The Tri-State Transportation Campaign, a regional non-profit, has released the results of a study that reveals the disparity between pedestrian accidents among the elderly in New Jersey and those in other states. Elderly pedestrians in New Jersey are more likely to be involved in fatal accidents than both older people in other states.
The study showed that pedestrians in New Jersey who were age 60 and older were killed by motor vehicles at the rate of 2.85 per 100,000 state residents. The national rate is 2.23, making seniors in New Jersey 28 percent more likely to die in pedestrian accidents than senior pedestrians in other states.
The organization reviewed data on nearly 47,000 fatal pedestrian accidents nationwide between 2003 and 2012. It released the results of the study last week. A spokes person for the transportation group noted that New Jersey’s population is rapidly aging and it is important that state and local officials address this when designing public spaces.
The study report did not speculate about why there is such a difference between New Jersey and other states. However, one person associated with the group suggested that population density and heavy traffic were factors that could account for much of the difference.
There are many arterial roads in New Jersey that are clogged with high speed traffic, making it difficult for slower moving seniors to cross, according to the emeritus director of the Alan M. Vorhees Transportation Center at Rutgers.
Tri-State made numerous recommendations as a result of the study that include:
- Prioritize roadway improvements based on the senior population in the areas affected
- Link state funding to municipalities with compliance with “complete streets”: designs that accommodate pedestrians and bicyclists
- Enhance penalties for drivers who injure or kill pedestrians
The highest pedestrian fatality rate was in Atlantic County, which includes Atlantic City. The lowest was in Sussex County, which remains largely rural.

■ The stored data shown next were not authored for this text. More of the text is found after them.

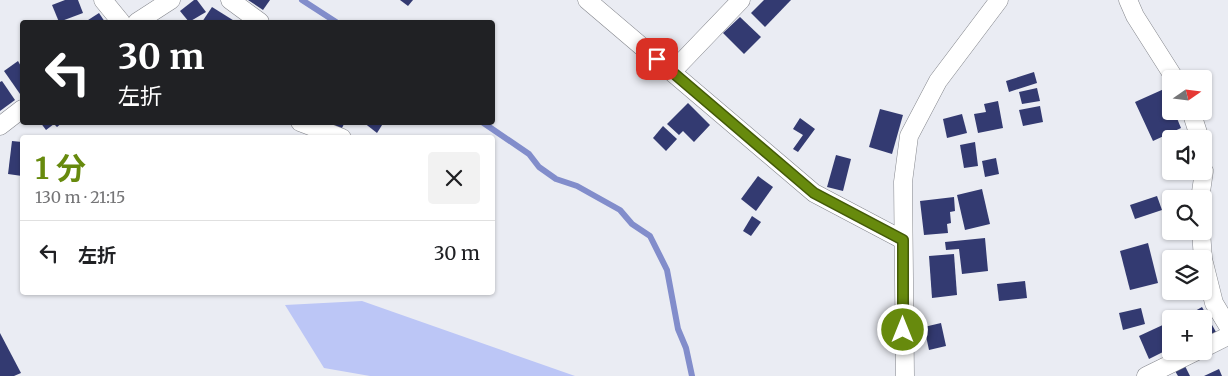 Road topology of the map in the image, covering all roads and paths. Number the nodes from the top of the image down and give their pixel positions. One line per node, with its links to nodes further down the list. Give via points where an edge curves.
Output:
1 (103, 0): 8 (street)
2 (171, 0): 9 (street)
3 (230, 0): 10 (street)
4 (587, 0): 12 (street)
5 (741, 0): 12 (street)
6 (999, 0): 17 (street, via 938,81 909,136 903,182)
7 (1128, 0): 11 (street)
8 (119, 20)
9 (140, 20)
10 (257, 20)
11 (1169, 70)
12 (672, 72): 17 (street, via 814,193)
13 (20, 110): 15 (street)
14 (308, 125): 16 (street)
15 (0, 126)
16 (334, 135)
17 (903, 240): 23 (street)
18 (1212, 295): 19 (street)
19 (1228, 326)
20 (1228, 336): 21 (street)
21 (1212, 344)
22 (1179, 360): 24 (street)
23 (906, 376)
24 (1146, 376) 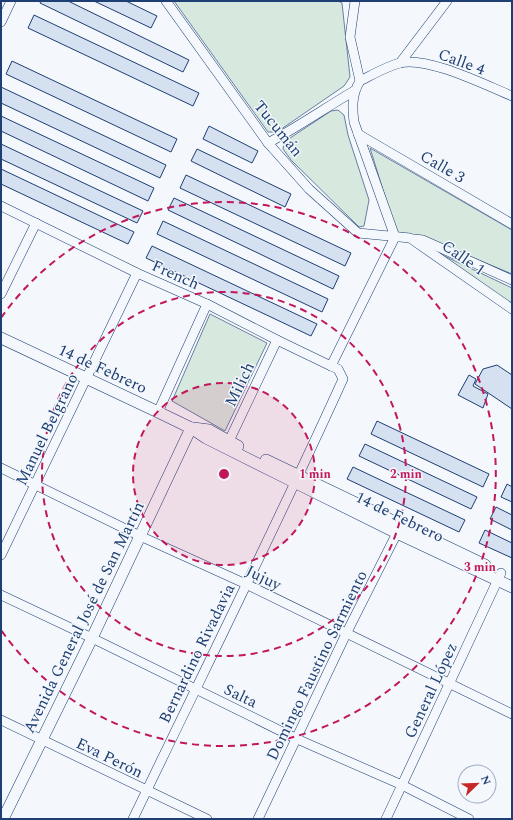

Atlantic County, which includes Atlantic City, had the highest fatality rates for both older and younger pedestrians, at 4.58 and 3.26 respectively. Largely rural Sussex had the lowest rates for both groups, at 0.76 for seniors and .25 for people under 60.
The study also surveyed Downstate New York, which includes New York City, Long Island, Westchester, Rockland, Orange and Putnam Counties. The fatality rate for senior pedestrians was 4.0 per 100,000, compared to a rate of 1.31 for younger walkers.
In 2012, according to the National Safety Council, 51 percent of pedestrian deaths among those aged 65 and older was not their fault, compared to 47.5 percent of the general population. The most common fault among senior pedestrians was failing to obey traffic signs and signals.